REQUIRED ACTION: Omit every picture, and retype the lines that run from the beginning of the data below through the line containing "position:absolute; left:24px; top:24px;", inclusive.

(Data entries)
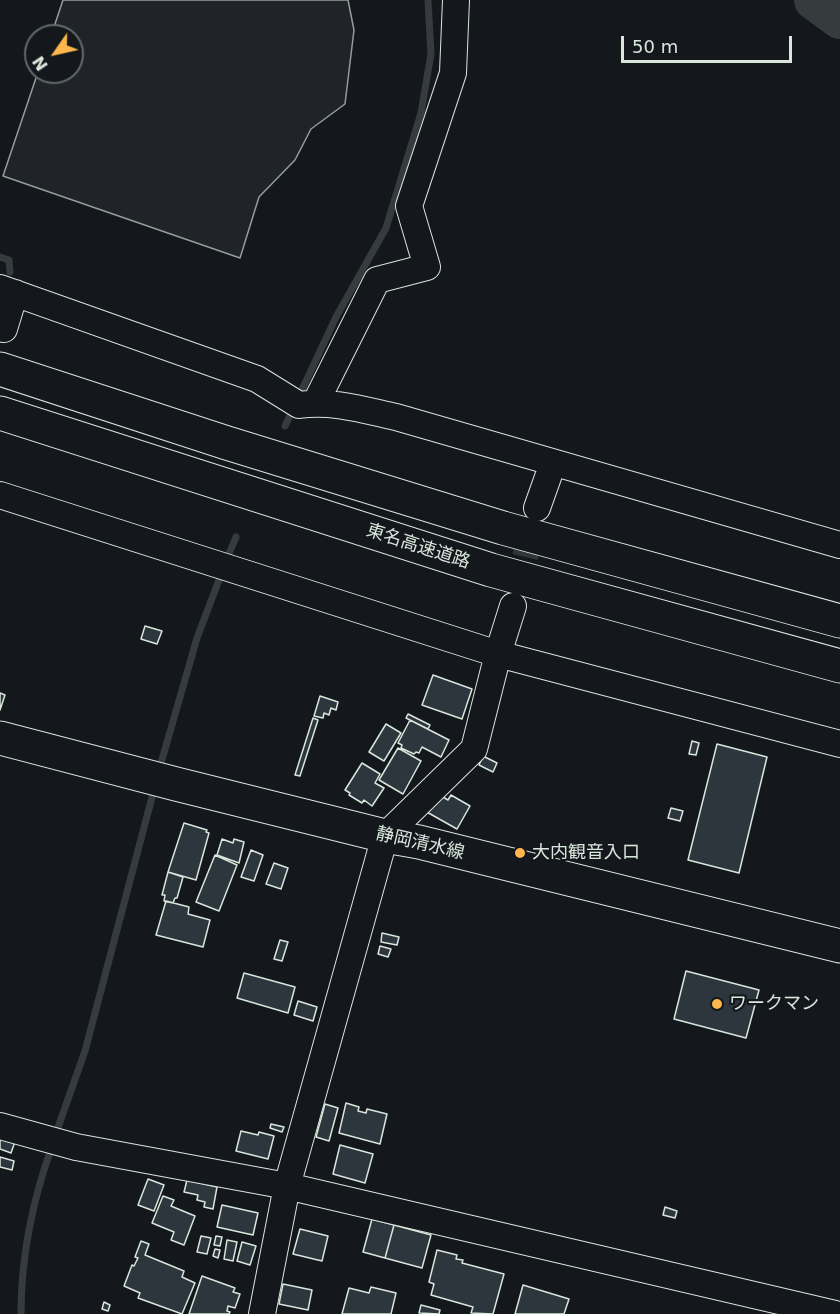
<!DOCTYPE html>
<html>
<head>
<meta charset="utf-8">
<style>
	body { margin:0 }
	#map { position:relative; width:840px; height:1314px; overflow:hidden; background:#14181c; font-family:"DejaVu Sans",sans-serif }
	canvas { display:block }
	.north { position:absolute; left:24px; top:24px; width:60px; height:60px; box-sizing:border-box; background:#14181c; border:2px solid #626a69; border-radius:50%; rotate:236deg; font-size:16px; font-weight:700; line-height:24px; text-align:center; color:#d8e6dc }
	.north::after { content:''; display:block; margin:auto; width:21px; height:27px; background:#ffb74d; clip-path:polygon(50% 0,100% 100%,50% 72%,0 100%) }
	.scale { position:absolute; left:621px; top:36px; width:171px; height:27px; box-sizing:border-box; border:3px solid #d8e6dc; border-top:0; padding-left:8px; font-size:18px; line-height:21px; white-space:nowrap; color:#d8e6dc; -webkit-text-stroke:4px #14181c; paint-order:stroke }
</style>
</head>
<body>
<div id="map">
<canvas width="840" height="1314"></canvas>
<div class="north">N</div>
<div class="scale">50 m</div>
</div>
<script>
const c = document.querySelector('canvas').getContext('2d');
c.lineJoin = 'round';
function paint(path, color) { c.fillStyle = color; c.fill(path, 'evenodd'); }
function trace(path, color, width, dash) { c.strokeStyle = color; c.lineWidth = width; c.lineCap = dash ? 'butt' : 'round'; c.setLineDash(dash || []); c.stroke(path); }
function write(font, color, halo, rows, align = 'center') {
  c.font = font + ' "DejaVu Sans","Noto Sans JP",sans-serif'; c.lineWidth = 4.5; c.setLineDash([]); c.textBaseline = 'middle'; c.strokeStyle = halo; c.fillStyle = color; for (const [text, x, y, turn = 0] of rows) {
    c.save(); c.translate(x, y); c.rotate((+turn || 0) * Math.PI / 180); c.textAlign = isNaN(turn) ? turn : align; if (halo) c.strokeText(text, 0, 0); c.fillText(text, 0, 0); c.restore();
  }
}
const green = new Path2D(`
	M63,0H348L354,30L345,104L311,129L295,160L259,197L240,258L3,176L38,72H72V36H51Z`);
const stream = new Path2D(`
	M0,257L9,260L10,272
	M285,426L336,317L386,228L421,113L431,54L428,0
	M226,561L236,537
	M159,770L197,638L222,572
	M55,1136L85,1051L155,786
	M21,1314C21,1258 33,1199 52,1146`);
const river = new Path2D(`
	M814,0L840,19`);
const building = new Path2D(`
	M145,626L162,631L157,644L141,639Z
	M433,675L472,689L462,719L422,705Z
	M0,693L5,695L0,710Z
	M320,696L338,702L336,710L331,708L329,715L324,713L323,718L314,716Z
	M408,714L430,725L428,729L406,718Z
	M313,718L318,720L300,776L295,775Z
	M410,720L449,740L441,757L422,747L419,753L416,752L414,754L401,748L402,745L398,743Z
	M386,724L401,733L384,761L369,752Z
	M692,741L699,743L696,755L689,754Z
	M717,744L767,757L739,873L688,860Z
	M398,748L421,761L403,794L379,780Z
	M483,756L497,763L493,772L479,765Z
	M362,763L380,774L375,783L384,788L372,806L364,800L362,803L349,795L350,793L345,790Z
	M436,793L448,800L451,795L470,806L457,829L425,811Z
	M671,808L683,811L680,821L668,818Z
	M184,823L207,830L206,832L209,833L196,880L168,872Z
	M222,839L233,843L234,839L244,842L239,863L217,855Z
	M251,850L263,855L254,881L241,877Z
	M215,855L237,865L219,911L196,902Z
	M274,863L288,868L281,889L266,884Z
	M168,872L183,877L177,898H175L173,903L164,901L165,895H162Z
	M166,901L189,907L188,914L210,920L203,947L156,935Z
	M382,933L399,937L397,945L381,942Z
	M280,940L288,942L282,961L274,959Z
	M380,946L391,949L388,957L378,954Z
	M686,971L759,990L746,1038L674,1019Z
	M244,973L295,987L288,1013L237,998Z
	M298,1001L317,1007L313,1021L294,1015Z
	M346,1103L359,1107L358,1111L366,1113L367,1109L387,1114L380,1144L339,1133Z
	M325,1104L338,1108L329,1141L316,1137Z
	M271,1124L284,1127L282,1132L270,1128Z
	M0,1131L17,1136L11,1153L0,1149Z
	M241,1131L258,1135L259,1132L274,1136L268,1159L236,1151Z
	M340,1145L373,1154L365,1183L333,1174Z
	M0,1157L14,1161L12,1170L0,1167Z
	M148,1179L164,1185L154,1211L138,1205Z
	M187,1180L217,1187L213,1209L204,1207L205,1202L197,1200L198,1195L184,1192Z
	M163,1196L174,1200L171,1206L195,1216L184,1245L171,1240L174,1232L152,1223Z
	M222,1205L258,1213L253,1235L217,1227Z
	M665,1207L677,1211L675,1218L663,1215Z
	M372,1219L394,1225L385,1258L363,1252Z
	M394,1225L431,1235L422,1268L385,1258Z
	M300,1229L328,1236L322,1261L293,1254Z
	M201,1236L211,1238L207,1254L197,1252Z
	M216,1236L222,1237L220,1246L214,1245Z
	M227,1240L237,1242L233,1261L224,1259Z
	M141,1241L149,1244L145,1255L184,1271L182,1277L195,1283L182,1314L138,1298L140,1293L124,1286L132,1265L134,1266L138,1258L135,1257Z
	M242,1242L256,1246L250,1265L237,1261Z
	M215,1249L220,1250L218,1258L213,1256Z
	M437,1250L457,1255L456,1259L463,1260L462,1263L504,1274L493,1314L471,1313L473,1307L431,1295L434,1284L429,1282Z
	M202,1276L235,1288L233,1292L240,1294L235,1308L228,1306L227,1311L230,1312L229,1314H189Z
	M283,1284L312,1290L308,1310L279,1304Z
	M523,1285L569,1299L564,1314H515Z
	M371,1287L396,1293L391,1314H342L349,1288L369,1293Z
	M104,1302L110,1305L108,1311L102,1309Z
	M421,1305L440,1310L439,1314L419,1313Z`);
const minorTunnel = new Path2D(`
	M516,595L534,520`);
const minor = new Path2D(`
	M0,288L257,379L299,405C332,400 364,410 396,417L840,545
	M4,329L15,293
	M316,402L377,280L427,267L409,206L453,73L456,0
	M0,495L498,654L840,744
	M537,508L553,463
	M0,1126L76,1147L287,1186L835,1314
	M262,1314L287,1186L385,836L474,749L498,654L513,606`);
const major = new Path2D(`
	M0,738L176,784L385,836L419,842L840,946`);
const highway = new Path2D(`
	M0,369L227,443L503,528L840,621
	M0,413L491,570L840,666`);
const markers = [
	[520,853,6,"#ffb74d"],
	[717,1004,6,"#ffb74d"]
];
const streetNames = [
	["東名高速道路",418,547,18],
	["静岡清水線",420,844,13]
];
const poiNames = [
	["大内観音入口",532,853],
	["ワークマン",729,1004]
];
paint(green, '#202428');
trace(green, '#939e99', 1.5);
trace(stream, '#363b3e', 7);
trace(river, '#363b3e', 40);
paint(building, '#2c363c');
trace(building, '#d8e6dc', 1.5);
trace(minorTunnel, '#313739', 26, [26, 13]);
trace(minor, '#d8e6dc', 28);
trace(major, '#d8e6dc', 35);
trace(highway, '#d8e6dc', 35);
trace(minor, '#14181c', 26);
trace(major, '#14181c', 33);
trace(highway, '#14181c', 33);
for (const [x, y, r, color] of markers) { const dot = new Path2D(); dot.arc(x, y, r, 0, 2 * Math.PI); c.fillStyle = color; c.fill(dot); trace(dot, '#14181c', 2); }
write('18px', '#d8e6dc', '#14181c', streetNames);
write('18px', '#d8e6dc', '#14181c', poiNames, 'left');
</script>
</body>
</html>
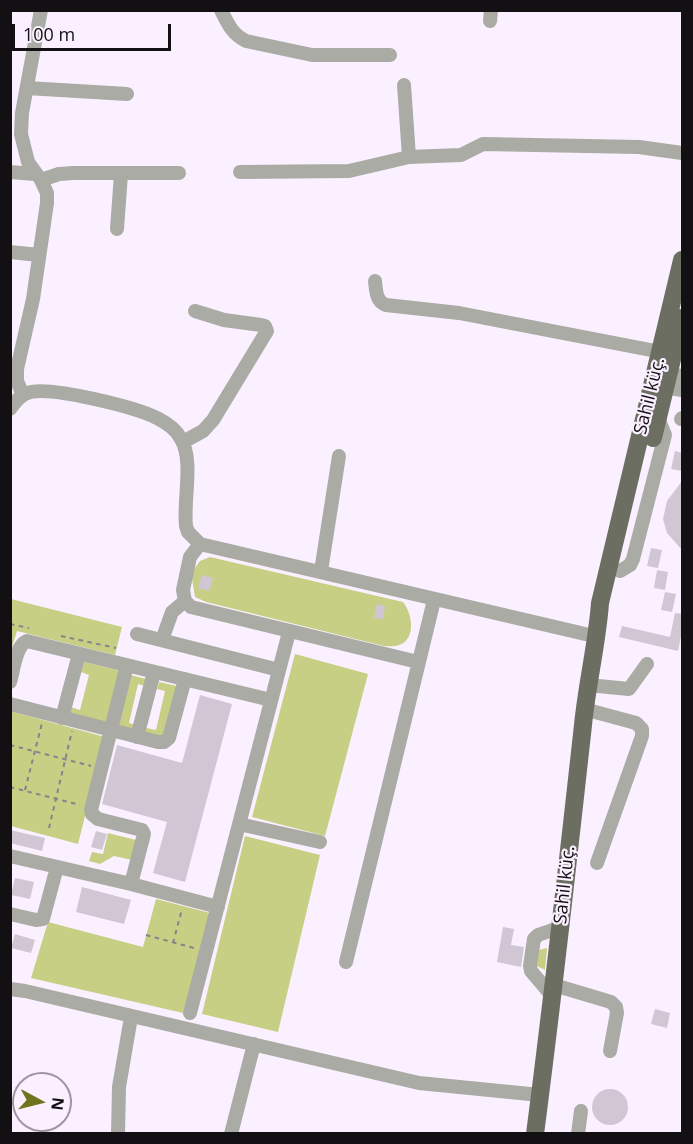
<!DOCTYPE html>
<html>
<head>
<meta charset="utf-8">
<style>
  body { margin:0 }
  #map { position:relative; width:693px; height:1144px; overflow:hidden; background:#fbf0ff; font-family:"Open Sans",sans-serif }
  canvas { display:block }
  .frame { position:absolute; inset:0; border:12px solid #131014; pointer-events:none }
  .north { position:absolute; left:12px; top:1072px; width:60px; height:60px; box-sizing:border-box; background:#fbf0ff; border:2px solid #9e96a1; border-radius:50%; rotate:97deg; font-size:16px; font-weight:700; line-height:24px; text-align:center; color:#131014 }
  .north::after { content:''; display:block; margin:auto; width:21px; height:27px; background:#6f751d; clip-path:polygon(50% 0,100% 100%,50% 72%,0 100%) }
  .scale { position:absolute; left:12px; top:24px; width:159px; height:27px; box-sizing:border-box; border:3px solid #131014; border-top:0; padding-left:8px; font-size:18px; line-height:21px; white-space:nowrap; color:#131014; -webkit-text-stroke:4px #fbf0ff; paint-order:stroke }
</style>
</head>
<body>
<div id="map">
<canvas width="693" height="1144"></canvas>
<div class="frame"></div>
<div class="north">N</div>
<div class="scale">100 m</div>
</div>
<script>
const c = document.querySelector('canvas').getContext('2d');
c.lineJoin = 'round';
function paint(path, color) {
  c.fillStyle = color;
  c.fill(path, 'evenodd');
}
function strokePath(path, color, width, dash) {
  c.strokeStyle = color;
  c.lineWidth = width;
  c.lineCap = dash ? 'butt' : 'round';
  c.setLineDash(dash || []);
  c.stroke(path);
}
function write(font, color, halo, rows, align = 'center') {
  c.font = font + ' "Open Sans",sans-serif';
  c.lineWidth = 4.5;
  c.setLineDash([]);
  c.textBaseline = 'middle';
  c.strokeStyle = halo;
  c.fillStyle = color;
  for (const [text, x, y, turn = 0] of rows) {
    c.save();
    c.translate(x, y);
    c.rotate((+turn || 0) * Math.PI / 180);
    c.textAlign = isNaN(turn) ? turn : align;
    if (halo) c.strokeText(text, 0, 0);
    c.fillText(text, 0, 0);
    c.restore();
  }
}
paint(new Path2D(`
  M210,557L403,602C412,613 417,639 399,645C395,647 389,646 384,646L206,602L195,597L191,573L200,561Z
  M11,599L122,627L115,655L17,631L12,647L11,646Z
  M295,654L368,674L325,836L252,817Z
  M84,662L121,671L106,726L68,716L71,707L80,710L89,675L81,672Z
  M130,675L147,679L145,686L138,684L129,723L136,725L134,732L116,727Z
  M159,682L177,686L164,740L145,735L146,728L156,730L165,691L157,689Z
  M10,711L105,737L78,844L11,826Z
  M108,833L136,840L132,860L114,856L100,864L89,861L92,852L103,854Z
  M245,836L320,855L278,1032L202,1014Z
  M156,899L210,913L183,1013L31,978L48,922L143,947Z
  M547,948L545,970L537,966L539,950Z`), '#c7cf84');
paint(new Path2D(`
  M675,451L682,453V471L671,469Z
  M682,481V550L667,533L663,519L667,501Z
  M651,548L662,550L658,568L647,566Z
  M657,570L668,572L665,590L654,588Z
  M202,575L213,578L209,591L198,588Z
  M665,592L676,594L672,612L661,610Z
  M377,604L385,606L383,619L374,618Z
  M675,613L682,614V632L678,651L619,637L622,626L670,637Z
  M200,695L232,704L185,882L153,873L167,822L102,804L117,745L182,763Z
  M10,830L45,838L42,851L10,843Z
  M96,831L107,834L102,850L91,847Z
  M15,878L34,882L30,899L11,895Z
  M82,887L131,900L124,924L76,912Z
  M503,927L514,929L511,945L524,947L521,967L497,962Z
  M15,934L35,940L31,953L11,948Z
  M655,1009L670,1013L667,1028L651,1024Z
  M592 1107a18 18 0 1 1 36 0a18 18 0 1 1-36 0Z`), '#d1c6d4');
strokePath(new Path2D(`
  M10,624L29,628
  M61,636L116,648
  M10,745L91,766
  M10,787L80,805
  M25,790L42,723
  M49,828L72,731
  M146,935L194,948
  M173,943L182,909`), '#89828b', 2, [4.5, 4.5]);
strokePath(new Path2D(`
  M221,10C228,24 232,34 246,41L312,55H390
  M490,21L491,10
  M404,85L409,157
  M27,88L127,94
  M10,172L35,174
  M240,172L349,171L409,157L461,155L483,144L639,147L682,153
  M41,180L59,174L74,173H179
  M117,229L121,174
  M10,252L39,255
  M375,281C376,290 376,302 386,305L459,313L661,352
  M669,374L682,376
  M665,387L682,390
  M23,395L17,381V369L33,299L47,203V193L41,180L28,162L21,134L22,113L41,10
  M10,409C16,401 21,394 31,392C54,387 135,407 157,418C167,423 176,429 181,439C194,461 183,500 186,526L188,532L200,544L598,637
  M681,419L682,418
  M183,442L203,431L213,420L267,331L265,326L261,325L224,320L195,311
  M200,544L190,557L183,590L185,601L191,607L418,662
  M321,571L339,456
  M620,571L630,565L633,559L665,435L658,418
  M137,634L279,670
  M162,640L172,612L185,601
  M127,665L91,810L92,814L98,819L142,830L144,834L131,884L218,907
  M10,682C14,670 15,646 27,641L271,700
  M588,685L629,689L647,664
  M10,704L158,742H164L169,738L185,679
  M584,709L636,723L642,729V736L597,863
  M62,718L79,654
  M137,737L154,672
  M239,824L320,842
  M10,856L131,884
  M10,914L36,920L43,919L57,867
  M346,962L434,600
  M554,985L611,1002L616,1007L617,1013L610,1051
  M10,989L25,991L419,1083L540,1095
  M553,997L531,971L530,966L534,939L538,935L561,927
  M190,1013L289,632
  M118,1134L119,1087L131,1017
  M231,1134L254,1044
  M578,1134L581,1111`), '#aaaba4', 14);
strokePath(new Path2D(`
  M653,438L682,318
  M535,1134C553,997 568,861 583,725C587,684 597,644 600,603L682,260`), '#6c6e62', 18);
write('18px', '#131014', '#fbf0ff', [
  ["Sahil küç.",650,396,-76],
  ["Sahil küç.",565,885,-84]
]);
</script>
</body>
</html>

RESULT BELOW:
<!DOCTYPE html>
<html>
<head>
<meta charset="utf-8">
<style>
	body { margin:0 }
	#map { position:relative; width:840px; height:1314px; overflow:hidden; background:#14181c; font-family:"DejaVu Sans",sans-serif }
	canvas { display:block }
	.north { position:absolute; left:24px; top:24px; width:60px; height:60px; box-sizing:border-box; background:#14181c; border:2px solid #626a69; border-radius:50%; rotate:236deg; font-size:16px; font-weight:700; line-height:24px; text-align:center; color:#d8e6dc }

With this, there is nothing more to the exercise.